Jordan looked away, unwilling to answer.
“I cannot trust you. Now I must chain you to you
r Tank’s floor. I wanted so badly to avoid this,” he said, spitting the words out. “I wanted so badly to avoid all of this,” he said, the words somehow about far more than chaining Jordan and distrusting her.
“How do I explain to Meggie what I must now do to you?”
“Meggie?” It was the first time he’d dropped his guard enough to name his daughter. “Tell her the truth,” she suggested, raising her chin as he strapped her to the boards. “Tell her that you are a cruel man who has nothing but dark designs.” She screwed her face up, eyes squeezed tight, and braced herself for his inevitable retaliation.

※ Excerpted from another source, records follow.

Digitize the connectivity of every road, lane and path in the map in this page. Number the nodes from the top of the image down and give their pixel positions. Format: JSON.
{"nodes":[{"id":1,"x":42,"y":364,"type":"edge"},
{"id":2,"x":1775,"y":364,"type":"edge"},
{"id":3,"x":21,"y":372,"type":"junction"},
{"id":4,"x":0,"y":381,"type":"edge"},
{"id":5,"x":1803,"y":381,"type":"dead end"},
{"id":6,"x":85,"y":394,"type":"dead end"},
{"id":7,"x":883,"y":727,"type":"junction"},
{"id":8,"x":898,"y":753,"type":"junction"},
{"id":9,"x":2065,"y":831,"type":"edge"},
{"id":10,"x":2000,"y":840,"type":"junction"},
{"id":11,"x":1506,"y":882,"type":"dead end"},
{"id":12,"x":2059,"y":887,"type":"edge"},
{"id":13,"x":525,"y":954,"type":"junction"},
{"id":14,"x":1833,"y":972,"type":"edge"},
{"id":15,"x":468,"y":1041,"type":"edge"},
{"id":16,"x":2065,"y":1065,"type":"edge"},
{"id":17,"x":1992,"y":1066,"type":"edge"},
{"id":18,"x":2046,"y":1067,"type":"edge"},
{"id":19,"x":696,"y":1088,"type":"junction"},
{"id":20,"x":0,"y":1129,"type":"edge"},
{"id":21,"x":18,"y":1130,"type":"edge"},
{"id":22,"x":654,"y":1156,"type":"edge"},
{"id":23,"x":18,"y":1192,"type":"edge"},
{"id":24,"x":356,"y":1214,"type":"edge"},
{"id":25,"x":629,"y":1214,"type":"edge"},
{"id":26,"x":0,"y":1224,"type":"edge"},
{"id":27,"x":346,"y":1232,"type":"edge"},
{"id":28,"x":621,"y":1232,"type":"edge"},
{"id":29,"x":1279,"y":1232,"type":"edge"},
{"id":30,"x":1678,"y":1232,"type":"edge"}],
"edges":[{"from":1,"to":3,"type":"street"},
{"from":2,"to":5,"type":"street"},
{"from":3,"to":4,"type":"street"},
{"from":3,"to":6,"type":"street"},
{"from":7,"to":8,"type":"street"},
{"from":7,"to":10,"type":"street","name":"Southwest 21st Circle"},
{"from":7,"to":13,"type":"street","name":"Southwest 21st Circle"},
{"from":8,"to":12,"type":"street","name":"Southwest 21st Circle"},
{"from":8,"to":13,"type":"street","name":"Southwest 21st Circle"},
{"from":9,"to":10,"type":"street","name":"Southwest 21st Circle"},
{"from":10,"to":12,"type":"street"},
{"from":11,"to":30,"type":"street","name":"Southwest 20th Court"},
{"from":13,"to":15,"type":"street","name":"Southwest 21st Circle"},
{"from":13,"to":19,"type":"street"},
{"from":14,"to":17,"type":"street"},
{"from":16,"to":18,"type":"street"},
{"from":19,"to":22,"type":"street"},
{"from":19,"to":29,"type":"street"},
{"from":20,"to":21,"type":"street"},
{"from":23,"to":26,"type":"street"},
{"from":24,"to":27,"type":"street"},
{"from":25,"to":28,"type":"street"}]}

Finally she opened her eyes and relaxed her jaw.
He stood a few feet away. Silent. His eyes seemed fixed on the floor as if he’d suddenly discovered some great secret about its construction. No hand was raised against her, no tool was poised to bite into her flesh. “I wish things were different,” he muttered.
“You are certainly not alone in that wish,” she scoffed.
He puffed out a deep breath and stepped forward to check that she was cinched tight. “But we are both the products of our environment and our parentage—whatever yours might be,” he added. “And so we must do some unpleasant things from time to time to get by. Sometimes we have no choice.”
Then he did a new variation of her treatment. Still she remained Grounded and unMade. When the Wardens finally came to take her away, she was crying.
Bran stumbled to a bucket in the laboratory’s corner and, crouching before it, watched everything he’d eaten earlier in the day rush back out the same way it had been put in.
* * *
Jordan was an aching lump in her Tank. Today the sunlight was not enough to lighten her mood and being surrounded by the same grim walls was far from inspirational. Her right hand flopped out, limp, on her lap, wrapped in a hasty bandage that had soaked through with a stinking salve. “To heal the burn,” the Maker had promised.